The study, published online the week of May 31, 2010, in the journal Proceedings of the National Academy of Sciences, used genomics-based technologies to examine the vaginal microbes in 400 women. The work, a collaboration between the Institute for Genome Sciences and researchers at the University of Idaho, is the first in-depth, large-scale molecular characterization of vaginal microbial communities. The research is an example of an emerging field of genomics, the study of the human microbiome. The human microbiome refers to all of the microbes that live on and in the human body. Scientists believe these tiny organisms interact closely with the human genome and play a critical role in human health and disease. In the vagina, these communities of microbes play a critical role in maintaining and promoting a woman's health and in protecting her against disease. Vaginal microbes provide protection mainly by producing lactic acid to create an acidic environment that is hostile to certain harmful microbes or infection.
"The surprising finding here is that some women can be healthy while still harboring different communities of microbes," said Jacques Ravel, Ph.D., associate professor of microbiology and immunology at the University of Maryland School of Medicine and associate director of the Institute for Genome Sciences. "Even microbes that were previously believed to be detrimental to a woman's health seem to be part of a normal ecosystem in some women, according to this study. Further research is needed to establish the function of these microbes and the communities in which they appear. Some of the seemingly beneficial microbial communities seem to be associated with a higher pH — a measure of acidity — which is usually considered to be unhealthy."

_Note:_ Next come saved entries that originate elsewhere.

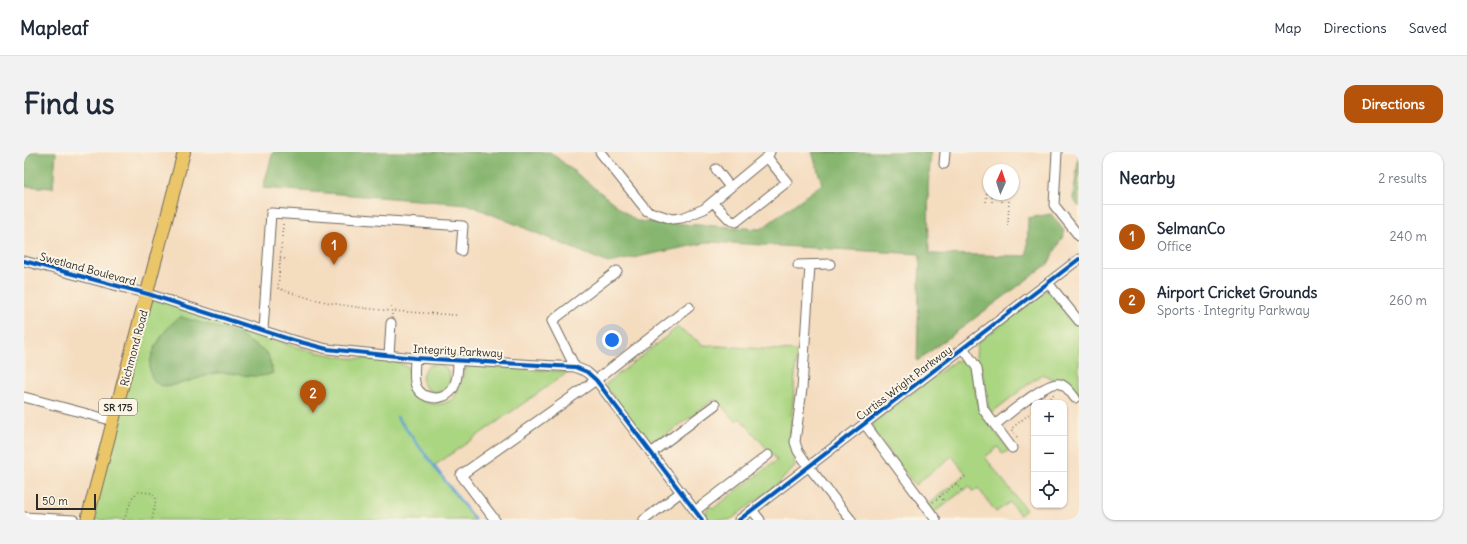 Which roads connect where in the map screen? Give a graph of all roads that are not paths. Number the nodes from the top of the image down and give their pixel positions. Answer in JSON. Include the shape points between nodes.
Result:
{"nodes":[{"id":1,"x":184,"y":152,"type":"edge"},
{"id":2,"x":600,"y":152,"type":"edge"},
{"id":3,"x":945,"y":152,"type":"edge"},
{"id":4,"x":1057,"y":152,"type":"edge"},
{"id":5,"x":768,"y":154,"type":"edge"},
{"id":6,"x":944,"y":164,"type":"dead end"},
{"id":7,"x":716,"y":169,"type":"dead end"},
{"id":8,"x":730,"y":187,"type":"junction"},
{"id":9,"x":713,"y":202,"type":"junction"},
{"id":10,"x":1079,"y":236,"type":"edge"},
{"id":11,"x":461,"y":251,"type":"dead end"},
{"id":12,"x":1079,"y":259,"type":"edge"},
{"id":13,"x":24,"y":261,"type":"edge"},
{"id":14,"x":830,"y":264,"type":"dead end"},
{"id":15,"x":798,"y":265,"type":"dead end"},
{"id":16,"x":810,"y":265,"type":"junction"},
{"id":17,"x":617,"y":271,"type":"dead end"},
{"id":18,"x":1048,"y":283,"type":"junction"},
{"id":19,"x":148,"y":294,"type":"junction"},
{"id":20,"x":689,"y":307,"type":"dead end"},
{"id":21,"x":391,"y":322,"type":"dead end"},
{"id":22,"x":1079,"y":322,"type":"edge"},
{"id":23,"x":263,"y":330,"type":"junction"},
{"id":24,"x":964,"y":349,"type":"junction"},
{"id":25,"x":389,"y":356,"type":"junction"},
{"id":26,"x":415,"y":358,"type":"junction"},
{"id":27,"x":458,"y":360,"type":"junction"},
{"id":28,"x":575,"y":367,"type":"junction"},
{"id":29,"x":596,"y":380,"type":"junction"},
{"id":30,"x":24,"y":397,"type":"edge"},
{"id":31,"x":1075,"y":398,"type":"dead end"},
{"id":32,"x":715,"y":405,"type":"dead end"},
{"id":33,"x":114,"y":421,"type":"junction"},
{"id":34,"x":864,"y":423,"type":"junction"},
{"id":35,"x":994,"y":425,"type":"junction"},
{"id":36,"x":1012,"y":448,"type":"dead end"},
{"id":37,"x":651,"y":453,"type":"junction"},
{"id":38,"x":768,"y":455,"type":"dead end"},
{"id":39,"x":808,"y":467,"type":"junction"},
{"id":40,"x":681,"y":492,"type":"junction"},
{"id":41,"x":752,"y":510,"type":"junction"},
{"id":42,"x":695,"y":511,"type":"junction"},
{"id":43,"x":24,"y":517,"type":"edge"},
{"id":44,"x":74,"y":520,"type":"edge"},
{"id":45,"x":88,"y":520,"type":"edge"},
{"id":46,"x":495,"y":520,"type":"edge"},
{"id":47,"x":644,"y":520,"type":"edge"},
{"id":48,"x":702,"y":520,"type":"edge"},
{"id":49,"x":739,"y":520,"type":"edge"},
{"id":50,"x":760,"y":520,"type":"edge"},
{"id":51,"x":851,"y":520,"type":"edge"},
{"id":52,"x":936,"y":520,"type":"edge"}],
"edges":[{"from":1,"to":19,"type":"main road","name":"Richmond Road","number":"SR 175"},
{"from":2,"to":9,"type":"street","via":[[647,211],[664,217],[682,218],[704,209]]},
{"from":3,"to":6,"type":"street"},
{"from":4,"to":10,"type":"street","via":[[1054,205]]},
{"from":5,"to":8,"type":"street"},
{"from":5,"to":9,"type":"street","via":[[787,182],[736,222],[730,220]]},
{"from":7,"to":8,"type":"street"},
{"from":8,"to":9,"type":"street"},
{"from":11,"to":23,"type":"street","via":[[463,226],[271,213]]},
{"from":12,"to":18,"type":"street","name":"Curtiss Wright Parkway"},
{"from":13,"to":19,"type":"street","name":"Swetland Boulevard"},
{"from":14,"to":16,"type":"street"},
{"from":15,"to":16,"type":"street"},
{"from":16,"to":39,"type":"street","via":[[802,389],[795,442]]},
{"from":17,"to":28,"type":"street","via":[[552,321]]},
{"from":18,"to":22,"type":"street"},
{"from":18,"to":24,"type":"street","name":"Curtiss Wright Parkway"},
{"from":19,"to":23,"type":"street","name":"Integrity Parkway"},
{"from":19,"to":33,"type":"main road","name":"Richmond Road","number":"SR 175"},
{"from":20,"to":29,"type":"street"},
{"from":21,"to":25,"type":"street"},
{"from":23,"to":25,"type":"street","name":"Integrity Parkway","via":[[327,349]]},
{"from":24,"to":34,"type":"street","name":"Curtiss Wright Parkway"},
{"from":24,"to":35,"type":"street","via":[[977,368],[983,409]]},
{"from":25,"to":26,"type":"street","name":"Integrity Parkway"},
{"from":26,"to":27,"type":"street","name":"Integrity Parkway"},
{"from":26,"to":27,"type":"street","via":[[415,385],[419,392],[437,398],[446,396],[453,389]]},
{"from":27,"to":28,"type":"street","name":"Integrity Parkway"},
{"from":28,"to":29,"type":"street","name":"Integrity Parkway","via":[[587,372]]},
{"from":29,"to":37,"type":"street","name":"Integrity Parkway"},
{"from":29,"to":46,"type":"street","via":[[461,475]]},
{"from":30,"to":33,"type":"street"},
{"from":31,"to":35,"type":"street","via":[[1066,387],[1054,383],[1048,385]]},
{"from":32,"to":37,"type":"street"},
{"from":33,"to":45,"type":"main road","name":"Richmond Road","number":"SR 175"},
{"from":34,"to":39,"type":"street","name":"Curtiss Wright Parkway"},
{"from":34,"to":52,"type":"street"},
{"from":35,"to":36,"type":"street"},
{"from":37,"to":40,"type":"street","name":"Integrity Parkway"},
{"from":38,"to":42,"type":"street"},
{"from":39,"to":41,"type":"street","name":"Curtiss Wright Parkway"},
{"from":39,"to":51,"type":"street"},
{"from":40,"to":42,"type":"street","name":"Integrity Parkway"},
{"from":40,"to":47,"type":"street"},
{"from":41,"to":49,"type":"street","name":"Curtiss Wright Parkway"},
{"from":41,"to":50,"type":"street"},
{"from":42,"to":48,"type":"street","name":"Integrity Parkway"},
{"from":43,"to":44,"type":"street"}]}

"We've found we can actually group women by the type of microbes they have in the vagina," says Dr. Ravel. "We hope this is leading to personalized medicine. The study shows that doctors should not assume every woman is the same. We may not need to personalize reproductive medicine down to the individual woman, but by which microbial group they belong to. The information about each woman's vaginal microbial community could inform how doctors treat her for vaginal conditions. It could help drive the development of better treatments to reestablish vaginal health. Understanding these microbial communities could also help us determine which women might be at higher risk for infections."

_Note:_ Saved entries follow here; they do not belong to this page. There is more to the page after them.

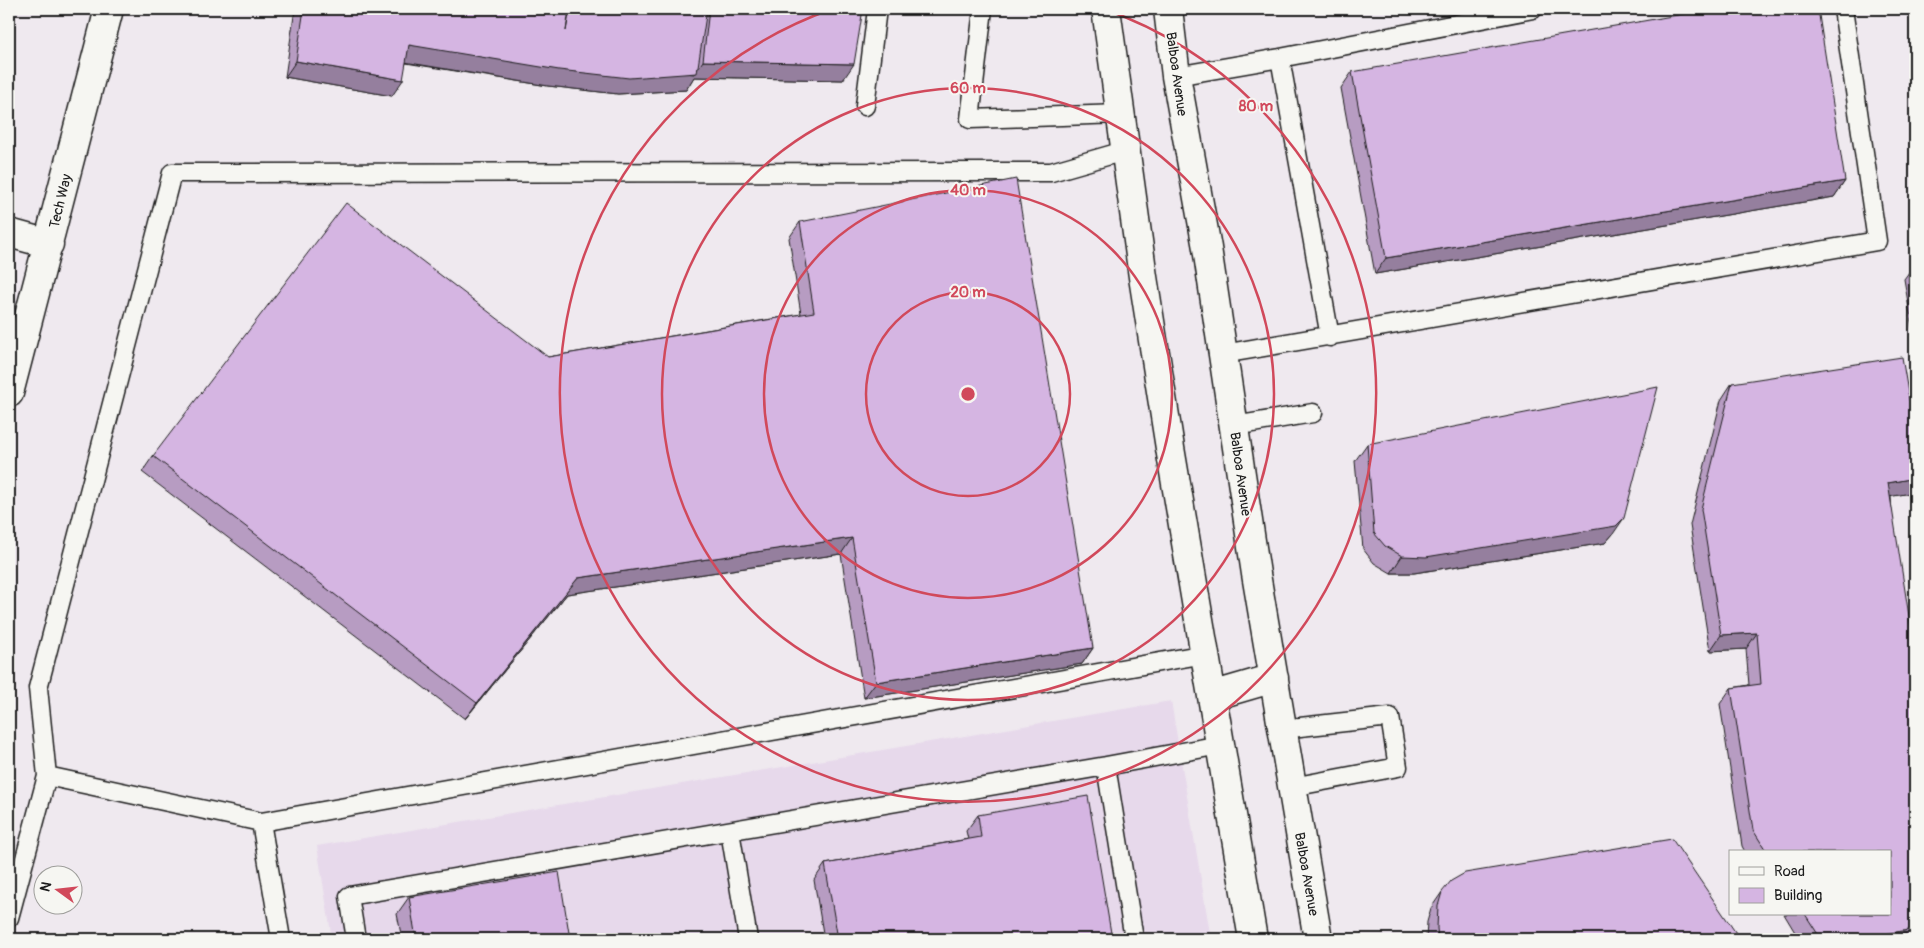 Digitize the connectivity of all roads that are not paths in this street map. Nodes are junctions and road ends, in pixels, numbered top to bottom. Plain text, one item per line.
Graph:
1 (109, 9) edge
2 (877, 9) edge
3 (983, 9) edge
4 (1106, 9) edge
5 (1168, 9) edge
6 (1533, 9) edge
7 (1843, 9) edge
8 (1280, 58) junction
9 (1176, 76) junction
10 (865, 106) dead end
11 (1121, 114) junction
12 (1124, 151) junction
13 (9, 233) edge
14 (49, 244) junction
15 (1330, 336) junction
16 (1223, 354) junction
17 (9, 393) edge
18 (1313, 413) dead end
19 (1234, 426) junction
20 (1205, 654) junction
21 (1274, 678) junction
22 (1212, 696) junction
23 (1282, 730) junction
24 (1220, 745) junction
25 (1106, 766) junction
26 (47, 776) junction
27 (1292, 787) junction
28 (261, 822) junction
29 (730, 831) junction
30 (553, 861) junction
31 (556, 879) edge
32 (9, 918) edge
33 (281, 939) edge
34 (356, 939) edge
35 (748, 939) edge
36 (1134, 939) edge
37 (1253, 939) edge
38 (1318, 939) edge

1 - 14 main road, Tech Way
2 - 10 lane
3 - 11 lane
4 - 11 main road
5 - 9 main road, Balboa Avenue
6 - 8 lane
7 - 15 lane
8 - 9 lane
8 - 15 lane
9 - 16 main road, Balboa Avenue
11 - 12 main road
12 - 20 main road
12 - 26 lane
13 - 14 main road
14 - 17 main road, Tech Way
15 - 16 lane
16 - 19 main road, Balboa Avenue
18 - 19 lane
19 - 21 main road, Balboa Avenue
20 - 22 main road
20 - 28 lane
21 - 22 main road
21 - 23 main road, Balboa Avenue
22 - 24 main road
23 - 27 main road, Balboa Avenue
23 - 27 lane
24 - 25 lane
24 - 37 main road
25 - 29 lane
25 - 36 lane
26 - 28 lane
26 - 32 lane
27 - 38 main road, Balboa Avenue
28 - 33 lane
29 - 30 lane
29 - 35 lane
30 - 31 lane
30 - 34 lane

Yeast infections or bacterial vaginosis, a bacterial infection of the vagina, cause discomfort in patients and can have serious health effects. About 25 to 30 percent of women have bacterial vaginosis on any given day, and it is the most common vaginal infection that causes women of reproductive age to visit their primary care physician. The infection has been associated with an increased risk of such problems as acquiring sexually transmitted infections and even pre-term delivery during pregnancy. "If we could identify women as being at a high risk for developing bacterial vaginosis, we could develop preventive methods to lower the risk of infection," says Dr. Ravel.
The study involved vaginal samples taken from 400 women representing four ethnic groups equally: black, Hispanic, Asian and white. Ligia Peralta, M.D., associate professor of pediatrics and microbiology and immunology at the University of Maryland School of Medicine, collaborated with clinicians at Emory University to collect the tissue samples. Dr. Ravel and his group at the Institute for Genome Sciences worked with co-investigator Larry Forney, Ph.D., a professor at the University of Idaho, to use advanced genomics and bioinformatics technology to gather information on the microbes in the samples and analyze the data.

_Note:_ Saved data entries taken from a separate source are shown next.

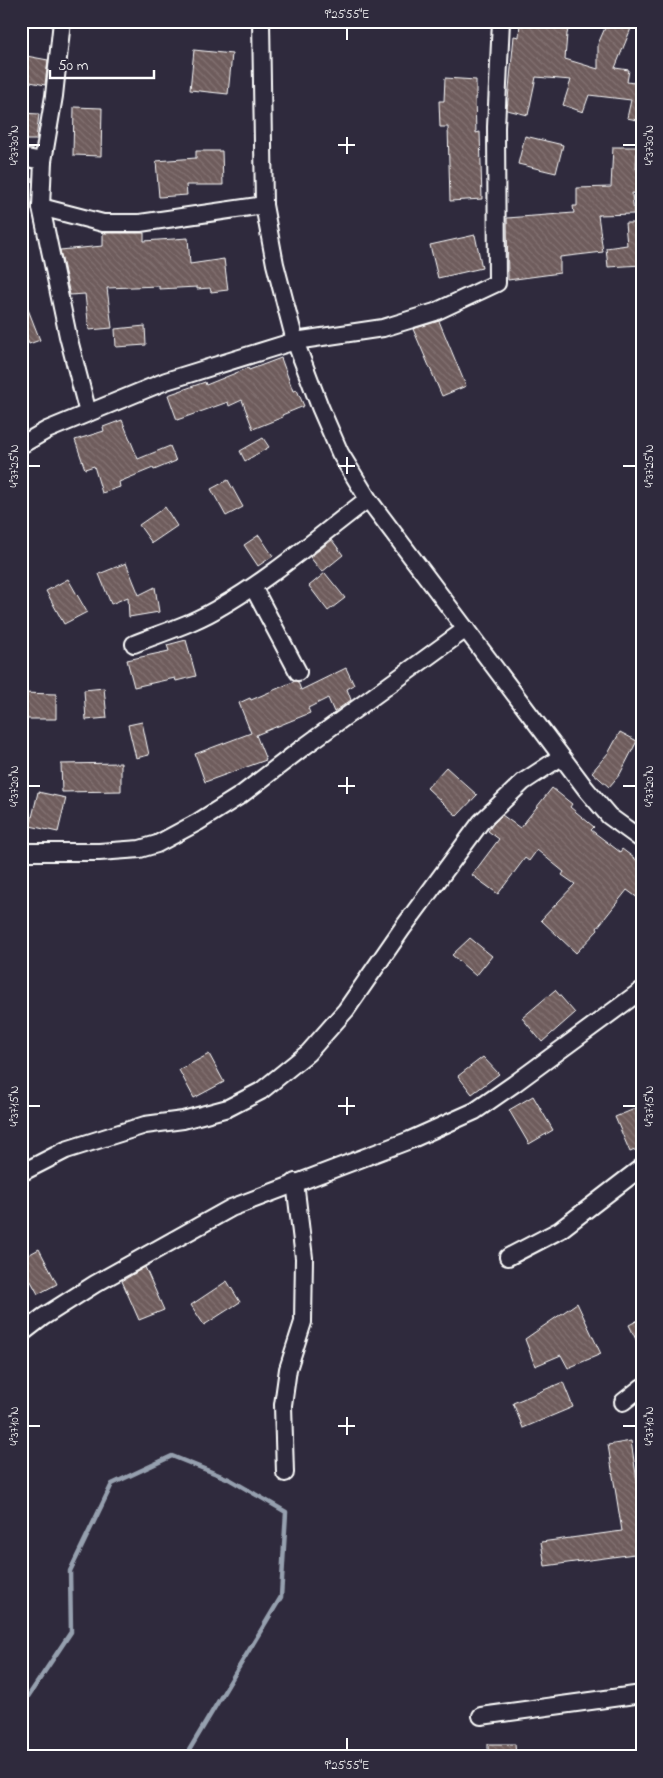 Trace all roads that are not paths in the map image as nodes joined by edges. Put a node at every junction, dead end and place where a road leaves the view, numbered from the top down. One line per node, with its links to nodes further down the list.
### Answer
1 (62, 21): 5 (street)
2 (261, 21): 6 (street)
3 (502, 21): 8 (street)
4 (21, 157): 5 (street)
5 (42, 161): 7 (street)
6 (264, 205): 7 (street); 8 (street)
7 (41, 207): 9 (street)
8 (295, 341): 9 (street); 11 (street)
9 (88, 413): 10 (street)
10 (21, 445)
11 (368, 498): 12 (street); 13 (street)
12 (253, 587): 14 (street); 15 (street)
13 (466, 630): 16 (street); 18 (street)
14 (134, 644)
15 (298, 672)
16 (561, 757): 17 (street); 21 (street)
17 (642, 840)
18 (21, 852)
19 (642, 990): 22 (street)
20 (642, 1167): 23 (street)
21 (21, 1174)
22 (295, 1182): 24 (street); 27 (street)
23 (508, 1256)
24 (21, 1334)
25 (642, 1387): 26 (street)
26 (623, 1402)
27 (285, 1474)
28 (642, 1694): 29 (street)
29 (481, 1716)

The researchers found five main groups of microbial communities, and that the proportion of women in each community varied by ethnicity. They also found that microbial communities that may not offer women optimal protection were more common among Hispanic and black women than they were in Asian and white women.
"The data highlight potential ethnic disparities and a need for more personalized medicine," says Dr. Ravel. He adds that he does not expect gynecologists will immediately overhaul their standard practices, but the study is an important starting point for future studies. Dr. Ravel and Dr. Forney are continuing to study the vaginal microbiome, including examining vaginal samples collected daily from women over a period of time to chart how each woman's microbial community changes from day-to-day and how that may affect the woman's health. The goal of that study is to develop a better understanding of the molecular and genetic mechanisms behind these differences.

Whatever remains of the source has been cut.